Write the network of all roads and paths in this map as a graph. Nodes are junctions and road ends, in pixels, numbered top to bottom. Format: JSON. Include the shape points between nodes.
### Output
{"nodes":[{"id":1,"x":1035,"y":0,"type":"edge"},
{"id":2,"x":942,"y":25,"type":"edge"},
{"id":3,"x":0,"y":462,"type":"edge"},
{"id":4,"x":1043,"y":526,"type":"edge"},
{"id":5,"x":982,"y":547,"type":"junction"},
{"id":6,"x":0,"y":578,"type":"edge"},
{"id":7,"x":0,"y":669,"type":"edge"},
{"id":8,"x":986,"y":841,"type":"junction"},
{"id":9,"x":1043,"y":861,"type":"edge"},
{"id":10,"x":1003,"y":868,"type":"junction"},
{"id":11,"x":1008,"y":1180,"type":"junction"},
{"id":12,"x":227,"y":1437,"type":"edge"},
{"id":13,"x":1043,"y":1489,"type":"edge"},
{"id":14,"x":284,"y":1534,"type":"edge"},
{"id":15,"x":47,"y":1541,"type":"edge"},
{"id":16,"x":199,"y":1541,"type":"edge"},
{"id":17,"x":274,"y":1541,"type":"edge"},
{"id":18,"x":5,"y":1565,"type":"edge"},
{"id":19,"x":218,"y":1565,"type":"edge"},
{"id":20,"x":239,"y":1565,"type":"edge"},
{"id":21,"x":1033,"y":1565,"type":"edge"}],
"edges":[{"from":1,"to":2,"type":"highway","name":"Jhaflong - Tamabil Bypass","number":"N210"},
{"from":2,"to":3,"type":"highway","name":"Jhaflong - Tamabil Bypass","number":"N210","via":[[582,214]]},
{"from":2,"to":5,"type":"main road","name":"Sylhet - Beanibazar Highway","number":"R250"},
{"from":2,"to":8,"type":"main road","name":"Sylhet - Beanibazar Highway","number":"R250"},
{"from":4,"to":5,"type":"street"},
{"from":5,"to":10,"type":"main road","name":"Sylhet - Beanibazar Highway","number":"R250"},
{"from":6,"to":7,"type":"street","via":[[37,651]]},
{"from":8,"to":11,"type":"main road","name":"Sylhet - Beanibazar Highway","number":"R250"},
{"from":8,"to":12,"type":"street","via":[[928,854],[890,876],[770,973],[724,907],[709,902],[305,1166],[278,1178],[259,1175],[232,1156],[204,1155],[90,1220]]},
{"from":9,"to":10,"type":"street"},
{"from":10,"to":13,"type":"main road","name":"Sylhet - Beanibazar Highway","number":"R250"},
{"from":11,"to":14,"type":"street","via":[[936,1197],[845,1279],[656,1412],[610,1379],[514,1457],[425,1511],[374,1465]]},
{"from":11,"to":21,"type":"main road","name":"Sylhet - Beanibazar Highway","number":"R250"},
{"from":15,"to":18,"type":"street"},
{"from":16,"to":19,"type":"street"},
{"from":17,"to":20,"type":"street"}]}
...
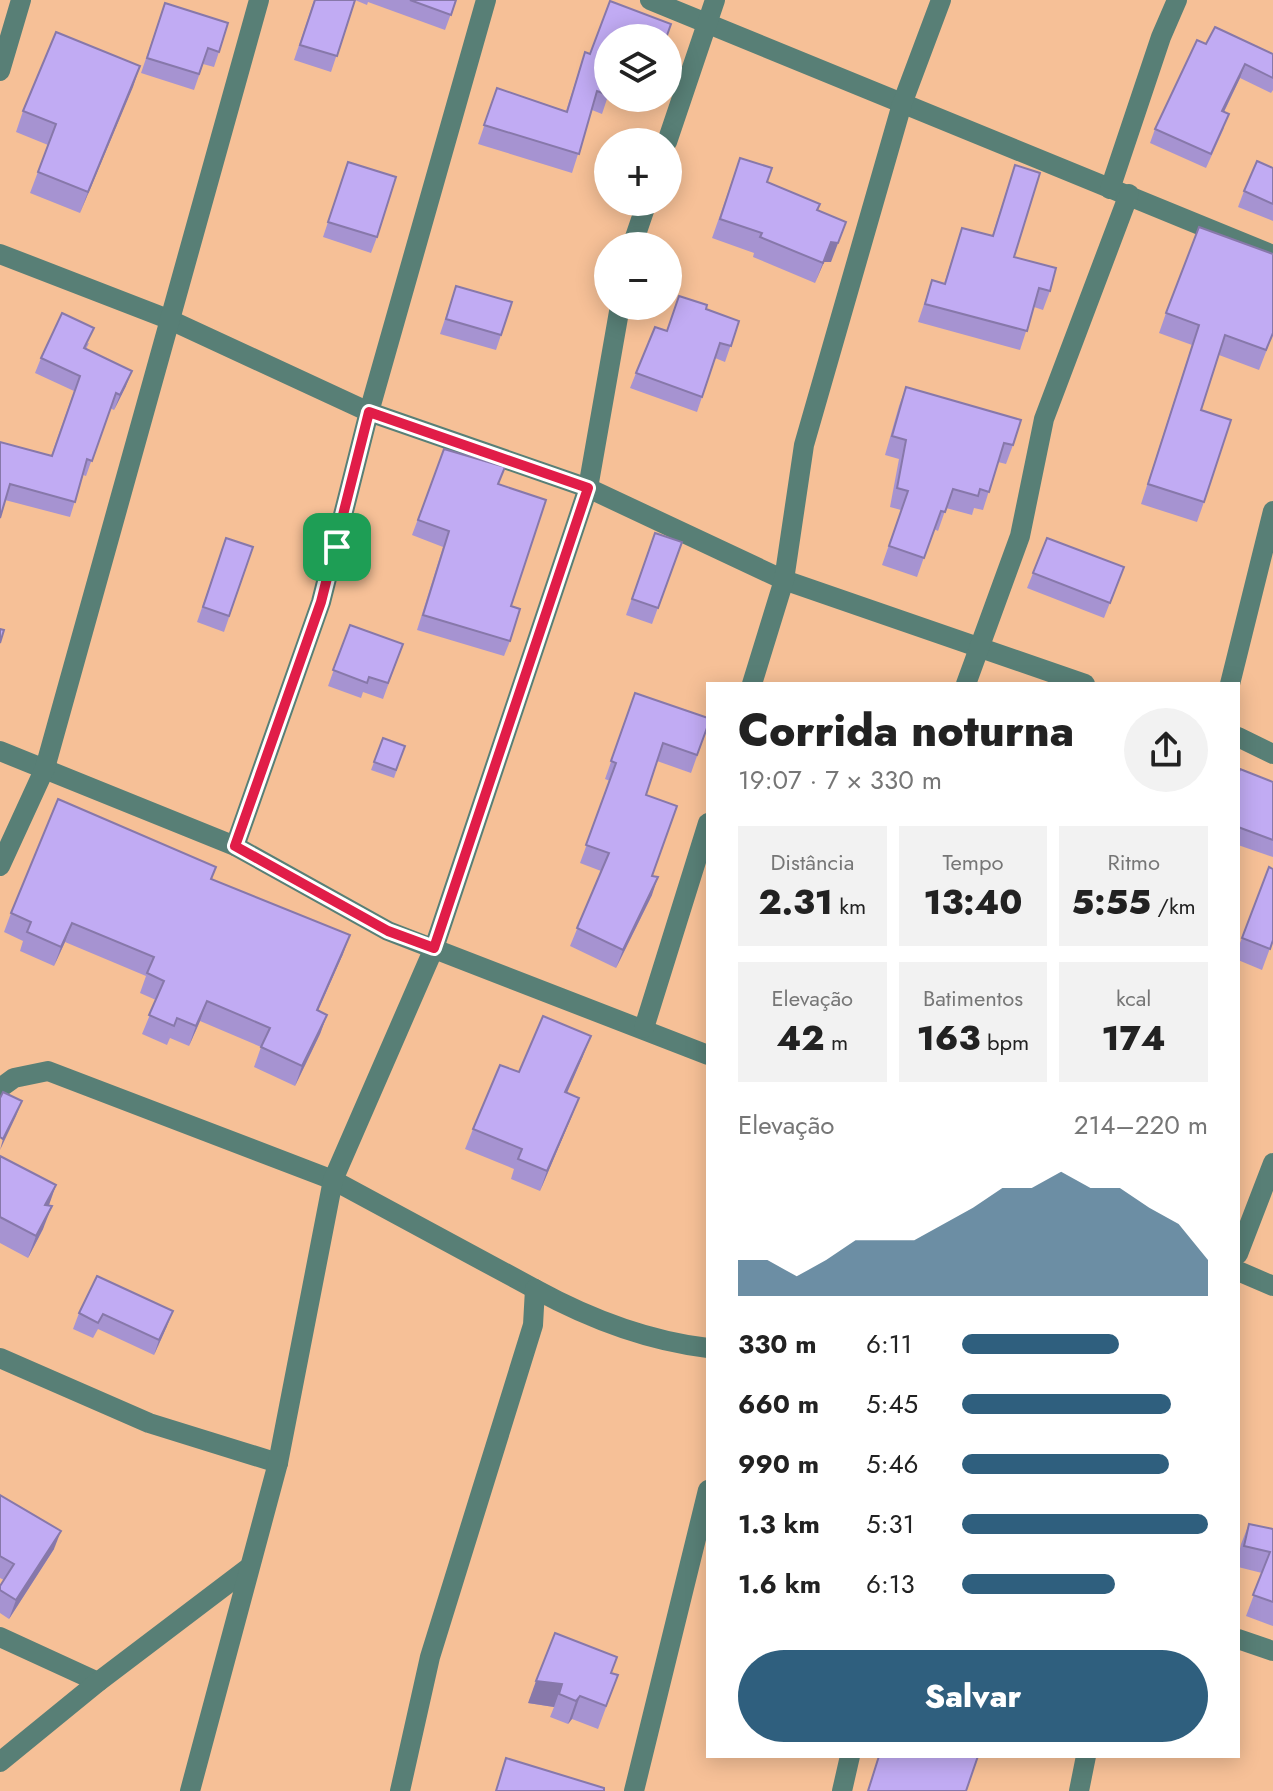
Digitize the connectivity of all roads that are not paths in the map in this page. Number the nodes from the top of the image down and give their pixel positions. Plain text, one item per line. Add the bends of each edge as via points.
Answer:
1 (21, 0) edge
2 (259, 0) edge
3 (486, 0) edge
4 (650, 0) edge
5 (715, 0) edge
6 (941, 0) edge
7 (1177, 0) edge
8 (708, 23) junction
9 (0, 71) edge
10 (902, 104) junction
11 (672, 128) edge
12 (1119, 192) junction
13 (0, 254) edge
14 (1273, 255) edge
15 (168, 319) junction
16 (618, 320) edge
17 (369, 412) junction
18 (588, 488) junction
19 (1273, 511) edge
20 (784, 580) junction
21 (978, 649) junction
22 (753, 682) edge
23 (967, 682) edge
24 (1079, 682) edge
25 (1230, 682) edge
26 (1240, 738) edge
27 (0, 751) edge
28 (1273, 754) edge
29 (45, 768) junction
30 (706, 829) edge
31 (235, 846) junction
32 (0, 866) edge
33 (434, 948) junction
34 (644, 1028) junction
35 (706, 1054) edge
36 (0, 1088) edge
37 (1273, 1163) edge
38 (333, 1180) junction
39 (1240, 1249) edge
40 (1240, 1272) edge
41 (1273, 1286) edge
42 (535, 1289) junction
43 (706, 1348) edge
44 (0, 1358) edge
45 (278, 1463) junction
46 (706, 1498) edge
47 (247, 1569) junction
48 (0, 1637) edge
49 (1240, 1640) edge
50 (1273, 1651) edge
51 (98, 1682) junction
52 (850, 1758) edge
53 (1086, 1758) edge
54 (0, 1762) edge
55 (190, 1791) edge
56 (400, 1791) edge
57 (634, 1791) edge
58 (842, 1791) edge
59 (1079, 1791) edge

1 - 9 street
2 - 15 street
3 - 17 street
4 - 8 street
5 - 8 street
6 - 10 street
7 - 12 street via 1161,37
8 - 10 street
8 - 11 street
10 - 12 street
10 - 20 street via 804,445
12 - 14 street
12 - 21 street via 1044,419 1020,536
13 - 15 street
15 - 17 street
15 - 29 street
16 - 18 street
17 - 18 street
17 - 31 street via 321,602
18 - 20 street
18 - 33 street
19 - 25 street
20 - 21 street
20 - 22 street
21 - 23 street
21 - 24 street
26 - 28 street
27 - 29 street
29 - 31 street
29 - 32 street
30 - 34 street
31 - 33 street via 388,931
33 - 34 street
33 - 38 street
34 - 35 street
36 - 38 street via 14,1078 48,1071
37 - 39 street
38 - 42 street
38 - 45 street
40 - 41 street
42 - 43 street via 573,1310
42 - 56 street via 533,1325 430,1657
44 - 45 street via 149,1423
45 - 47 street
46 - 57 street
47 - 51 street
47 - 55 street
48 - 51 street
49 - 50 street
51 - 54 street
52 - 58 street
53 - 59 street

**What you need to do:**
Search the records for the word "Sylhet" and copy out every line that holds it.

**Response box:**
{"from":2,"to":5,"type":"main road","name":"Sylhet - Beanibazar Highway","number":"R250"},
{"from":2,"to":8,"type":"main road","name":"Sylhet - Beanibazar Highway","number":"R250"},
{"from":5,"to":10,"type":"main road","name":"Sylhet - Beanibazar Highway","number":"R250"},
{"from":8,"to":11,"type":"main road","name":"Sylhet - Beanibazar Highway","number":"R250"},
{"from":10,"to":13,"type":"main road","name":"Sylhet - Beanibazar Highway","number":"R250"},
{"from":11,"to":21,"type":"main road","name":"Sylhet - Beanibazar Highway","number":"R250"},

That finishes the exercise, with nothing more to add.